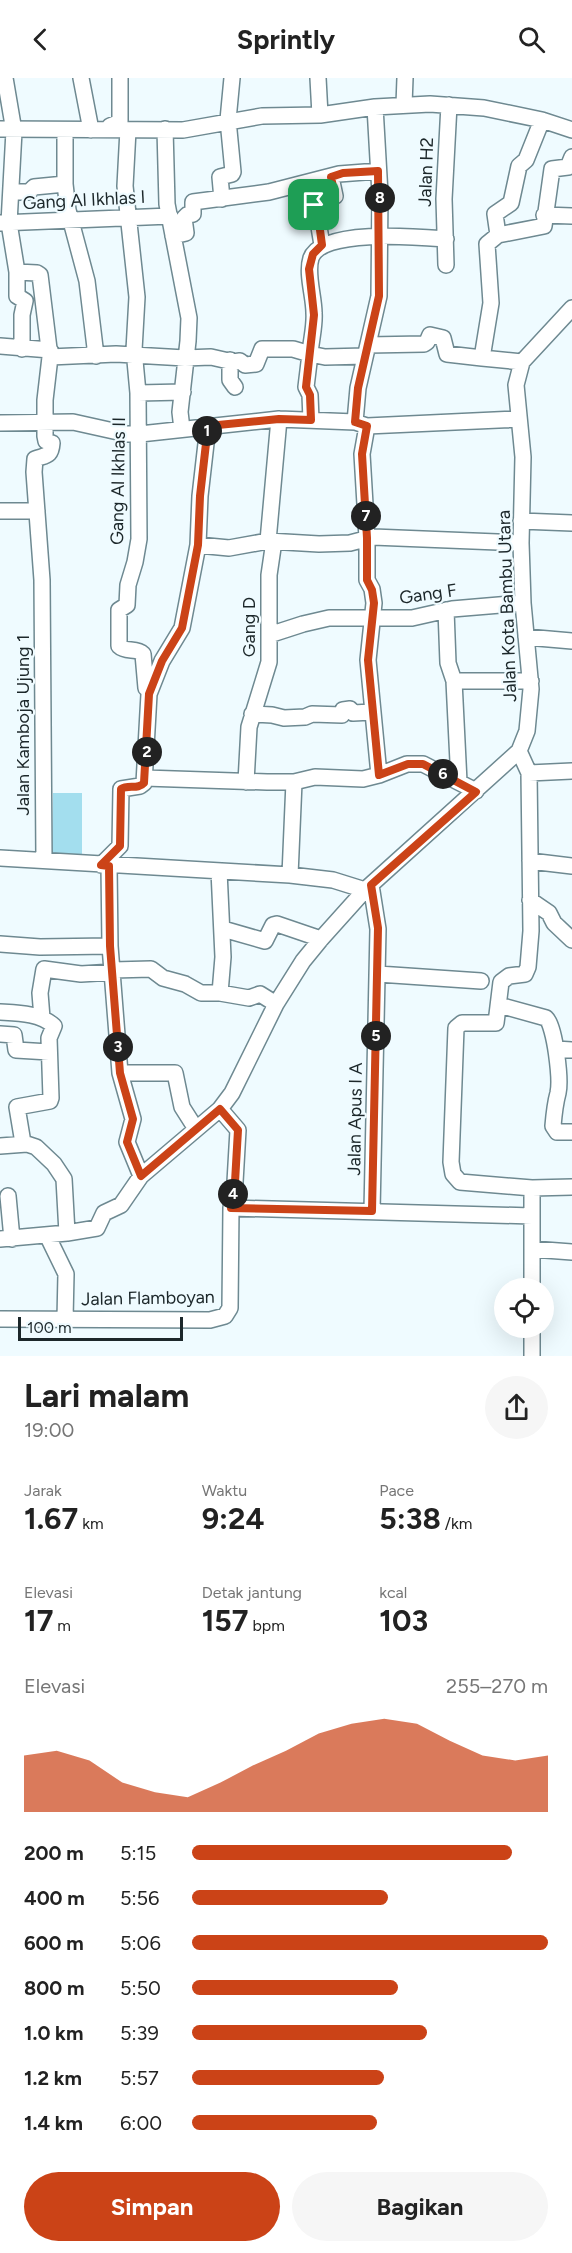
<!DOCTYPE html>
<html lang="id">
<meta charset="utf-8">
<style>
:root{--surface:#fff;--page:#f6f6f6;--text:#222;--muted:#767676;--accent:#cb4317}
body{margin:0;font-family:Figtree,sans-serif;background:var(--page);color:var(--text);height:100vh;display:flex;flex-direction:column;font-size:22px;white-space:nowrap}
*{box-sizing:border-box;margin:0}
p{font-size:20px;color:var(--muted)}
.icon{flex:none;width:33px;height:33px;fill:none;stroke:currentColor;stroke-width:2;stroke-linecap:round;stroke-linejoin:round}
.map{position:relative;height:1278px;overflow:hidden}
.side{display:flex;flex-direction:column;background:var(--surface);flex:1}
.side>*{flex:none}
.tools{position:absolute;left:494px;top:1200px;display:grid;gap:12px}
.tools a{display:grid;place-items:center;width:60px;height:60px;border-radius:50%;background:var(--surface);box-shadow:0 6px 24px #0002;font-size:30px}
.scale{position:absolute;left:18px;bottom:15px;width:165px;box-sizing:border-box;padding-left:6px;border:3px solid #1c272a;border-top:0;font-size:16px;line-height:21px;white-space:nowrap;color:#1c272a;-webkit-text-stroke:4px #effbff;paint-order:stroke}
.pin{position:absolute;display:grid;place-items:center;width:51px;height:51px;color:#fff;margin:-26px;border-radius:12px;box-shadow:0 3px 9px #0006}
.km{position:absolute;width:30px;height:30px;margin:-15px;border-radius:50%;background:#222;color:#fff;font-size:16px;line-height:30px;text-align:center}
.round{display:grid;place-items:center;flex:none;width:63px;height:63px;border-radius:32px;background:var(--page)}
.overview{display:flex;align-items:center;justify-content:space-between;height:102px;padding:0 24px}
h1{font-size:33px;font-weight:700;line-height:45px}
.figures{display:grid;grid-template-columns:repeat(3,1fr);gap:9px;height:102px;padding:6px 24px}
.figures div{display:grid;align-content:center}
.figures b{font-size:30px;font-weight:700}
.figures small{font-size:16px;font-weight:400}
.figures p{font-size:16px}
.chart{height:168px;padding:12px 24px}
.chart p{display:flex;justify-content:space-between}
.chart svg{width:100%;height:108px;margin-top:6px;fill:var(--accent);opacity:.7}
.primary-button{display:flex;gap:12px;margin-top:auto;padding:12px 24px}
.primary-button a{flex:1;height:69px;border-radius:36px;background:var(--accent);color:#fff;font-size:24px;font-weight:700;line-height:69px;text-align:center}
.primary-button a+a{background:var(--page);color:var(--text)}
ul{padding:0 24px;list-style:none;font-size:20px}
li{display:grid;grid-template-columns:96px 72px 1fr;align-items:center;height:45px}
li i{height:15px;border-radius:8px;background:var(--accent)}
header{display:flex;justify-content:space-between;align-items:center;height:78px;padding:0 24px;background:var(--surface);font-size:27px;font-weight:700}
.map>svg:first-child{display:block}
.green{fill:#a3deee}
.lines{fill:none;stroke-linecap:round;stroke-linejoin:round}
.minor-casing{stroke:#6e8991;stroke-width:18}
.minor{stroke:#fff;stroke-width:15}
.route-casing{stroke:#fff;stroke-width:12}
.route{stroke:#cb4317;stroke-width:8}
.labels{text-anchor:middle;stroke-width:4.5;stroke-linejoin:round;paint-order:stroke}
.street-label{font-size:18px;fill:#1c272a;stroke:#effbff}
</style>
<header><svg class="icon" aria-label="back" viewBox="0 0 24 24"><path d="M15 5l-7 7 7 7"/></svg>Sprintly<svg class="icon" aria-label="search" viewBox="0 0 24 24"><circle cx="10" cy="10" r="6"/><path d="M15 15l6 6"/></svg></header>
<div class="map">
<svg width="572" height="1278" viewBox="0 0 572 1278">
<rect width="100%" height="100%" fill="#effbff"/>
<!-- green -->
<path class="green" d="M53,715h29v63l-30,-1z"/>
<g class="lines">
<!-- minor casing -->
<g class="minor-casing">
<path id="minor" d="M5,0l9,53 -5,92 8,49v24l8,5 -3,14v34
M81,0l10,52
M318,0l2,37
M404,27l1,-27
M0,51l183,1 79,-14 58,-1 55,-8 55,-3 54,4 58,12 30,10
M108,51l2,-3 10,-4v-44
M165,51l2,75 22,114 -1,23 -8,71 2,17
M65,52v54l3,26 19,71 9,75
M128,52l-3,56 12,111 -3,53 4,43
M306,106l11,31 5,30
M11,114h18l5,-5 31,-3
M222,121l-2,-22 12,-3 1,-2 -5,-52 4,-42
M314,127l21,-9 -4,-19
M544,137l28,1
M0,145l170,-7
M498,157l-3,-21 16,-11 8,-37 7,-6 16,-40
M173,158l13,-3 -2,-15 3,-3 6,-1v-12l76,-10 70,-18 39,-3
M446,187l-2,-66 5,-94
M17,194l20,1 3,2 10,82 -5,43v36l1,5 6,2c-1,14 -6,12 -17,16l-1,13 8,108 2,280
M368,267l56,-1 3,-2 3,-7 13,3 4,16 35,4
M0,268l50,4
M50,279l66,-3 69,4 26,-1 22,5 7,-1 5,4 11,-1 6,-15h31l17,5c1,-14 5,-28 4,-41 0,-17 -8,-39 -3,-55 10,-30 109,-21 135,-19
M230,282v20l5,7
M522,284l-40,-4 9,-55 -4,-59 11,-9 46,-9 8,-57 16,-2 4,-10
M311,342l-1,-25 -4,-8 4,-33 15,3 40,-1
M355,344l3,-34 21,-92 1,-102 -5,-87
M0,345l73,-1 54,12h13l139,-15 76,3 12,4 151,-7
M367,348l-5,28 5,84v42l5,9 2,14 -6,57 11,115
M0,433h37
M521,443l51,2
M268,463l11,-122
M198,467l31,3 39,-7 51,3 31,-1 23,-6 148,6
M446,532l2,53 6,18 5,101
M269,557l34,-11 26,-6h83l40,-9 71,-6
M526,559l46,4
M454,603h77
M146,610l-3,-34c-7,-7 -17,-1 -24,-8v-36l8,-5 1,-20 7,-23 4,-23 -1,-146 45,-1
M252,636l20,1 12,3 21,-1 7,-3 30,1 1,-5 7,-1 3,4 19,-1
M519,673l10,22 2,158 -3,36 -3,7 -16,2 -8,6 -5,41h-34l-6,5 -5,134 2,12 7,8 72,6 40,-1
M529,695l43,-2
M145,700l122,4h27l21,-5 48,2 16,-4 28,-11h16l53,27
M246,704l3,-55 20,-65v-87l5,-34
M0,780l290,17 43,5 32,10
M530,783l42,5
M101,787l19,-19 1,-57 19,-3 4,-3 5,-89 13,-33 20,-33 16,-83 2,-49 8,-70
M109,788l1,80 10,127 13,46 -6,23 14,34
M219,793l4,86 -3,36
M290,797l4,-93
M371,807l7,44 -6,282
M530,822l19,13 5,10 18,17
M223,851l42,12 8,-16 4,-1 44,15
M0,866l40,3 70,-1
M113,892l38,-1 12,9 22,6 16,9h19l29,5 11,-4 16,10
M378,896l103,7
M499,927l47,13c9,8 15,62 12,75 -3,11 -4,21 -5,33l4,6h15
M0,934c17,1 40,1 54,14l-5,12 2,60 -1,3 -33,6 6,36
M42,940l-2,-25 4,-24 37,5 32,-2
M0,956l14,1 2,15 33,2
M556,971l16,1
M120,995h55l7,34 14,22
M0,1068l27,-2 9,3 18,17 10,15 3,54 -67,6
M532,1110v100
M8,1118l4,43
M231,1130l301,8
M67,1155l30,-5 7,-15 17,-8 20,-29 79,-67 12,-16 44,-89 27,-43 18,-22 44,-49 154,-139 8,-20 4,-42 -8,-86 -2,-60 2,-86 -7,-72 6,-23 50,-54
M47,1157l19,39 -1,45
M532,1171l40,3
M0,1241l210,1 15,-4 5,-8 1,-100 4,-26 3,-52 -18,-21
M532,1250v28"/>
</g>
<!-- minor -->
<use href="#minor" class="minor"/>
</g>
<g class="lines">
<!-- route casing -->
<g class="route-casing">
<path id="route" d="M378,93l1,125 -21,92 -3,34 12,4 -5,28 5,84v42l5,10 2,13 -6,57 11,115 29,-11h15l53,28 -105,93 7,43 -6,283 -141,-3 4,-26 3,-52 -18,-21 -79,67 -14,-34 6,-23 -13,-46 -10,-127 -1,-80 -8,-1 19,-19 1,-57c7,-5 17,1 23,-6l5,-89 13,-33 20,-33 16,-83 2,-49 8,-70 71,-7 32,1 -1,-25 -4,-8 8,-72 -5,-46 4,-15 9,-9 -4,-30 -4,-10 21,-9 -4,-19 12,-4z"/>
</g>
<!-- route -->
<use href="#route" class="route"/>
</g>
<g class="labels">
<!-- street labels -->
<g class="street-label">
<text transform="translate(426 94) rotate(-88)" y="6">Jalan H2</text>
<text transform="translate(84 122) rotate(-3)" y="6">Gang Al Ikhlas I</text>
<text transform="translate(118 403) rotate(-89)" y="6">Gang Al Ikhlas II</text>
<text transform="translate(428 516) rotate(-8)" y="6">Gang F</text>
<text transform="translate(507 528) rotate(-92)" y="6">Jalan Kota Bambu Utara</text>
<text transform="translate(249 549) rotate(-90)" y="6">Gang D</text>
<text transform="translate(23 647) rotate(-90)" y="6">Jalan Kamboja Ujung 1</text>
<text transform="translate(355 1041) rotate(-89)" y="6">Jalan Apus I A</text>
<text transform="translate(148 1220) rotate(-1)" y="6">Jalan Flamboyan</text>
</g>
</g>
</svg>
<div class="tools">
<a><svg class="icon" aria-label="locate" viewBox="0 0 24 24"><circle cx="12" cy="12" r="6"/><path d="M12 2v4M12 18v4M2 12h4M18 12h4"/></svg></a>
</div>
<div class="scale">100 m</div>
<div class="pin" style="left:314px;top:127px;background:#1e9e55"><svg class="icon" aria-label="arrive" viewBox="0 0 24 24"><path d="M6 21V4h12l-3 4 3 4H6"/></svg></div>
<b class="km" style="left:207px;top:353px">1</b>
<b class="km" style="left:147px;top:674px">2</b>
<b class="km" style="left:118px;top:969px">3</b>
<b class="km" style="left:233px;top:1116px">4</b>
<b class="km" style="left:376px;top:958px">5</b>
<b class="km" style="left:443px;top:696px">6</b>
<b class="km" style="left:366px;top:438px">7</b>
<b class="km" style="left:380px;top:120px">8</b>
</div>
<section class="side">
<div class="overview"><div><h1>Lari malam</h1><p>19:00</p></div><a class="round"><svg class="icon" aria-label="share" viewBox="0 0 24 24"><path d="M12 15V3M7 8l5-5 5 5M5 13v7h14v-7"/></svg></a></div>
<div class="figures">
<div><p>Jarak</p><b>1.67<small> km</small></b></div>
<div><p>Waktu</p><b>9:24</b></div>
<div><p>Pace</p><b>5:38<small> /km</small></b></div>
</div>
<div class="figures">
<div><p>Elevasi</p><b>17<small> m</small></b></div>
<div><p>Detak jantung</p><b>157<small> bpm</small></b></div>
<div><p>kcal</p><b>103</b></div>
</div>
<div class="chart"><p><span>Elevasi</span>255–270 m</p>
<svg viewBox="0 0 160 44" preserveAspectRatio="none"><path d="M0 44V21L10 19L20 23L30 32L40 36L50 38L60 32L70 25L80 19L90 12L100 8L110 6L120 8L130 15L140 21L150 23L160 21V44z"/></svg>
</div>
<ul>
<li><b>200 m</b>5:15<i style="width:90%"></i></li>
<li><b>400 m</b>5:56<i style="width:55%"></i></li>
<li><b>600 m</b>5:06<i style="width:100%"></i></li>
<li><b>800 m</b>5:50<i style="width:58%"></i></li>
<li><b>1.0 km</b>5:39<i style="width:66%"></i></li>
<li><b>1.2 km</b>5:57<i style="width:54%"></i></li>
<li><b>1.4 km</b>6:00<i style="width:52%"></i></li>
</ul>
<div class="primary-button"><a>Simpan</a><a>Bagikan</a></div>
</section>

—————

• What needs to be done: Which lines in the records above contain the string "linecap"? Copy each one.

• Result below:
.icon{flex:none;width:33px;height:33px;fill:none;stroke:currentColor;stroke-width:2;stroke-linecap:round;stroke-linejoin:round}
.lines{fill:none;stroke-linecap:round;stroke-linejoin:round}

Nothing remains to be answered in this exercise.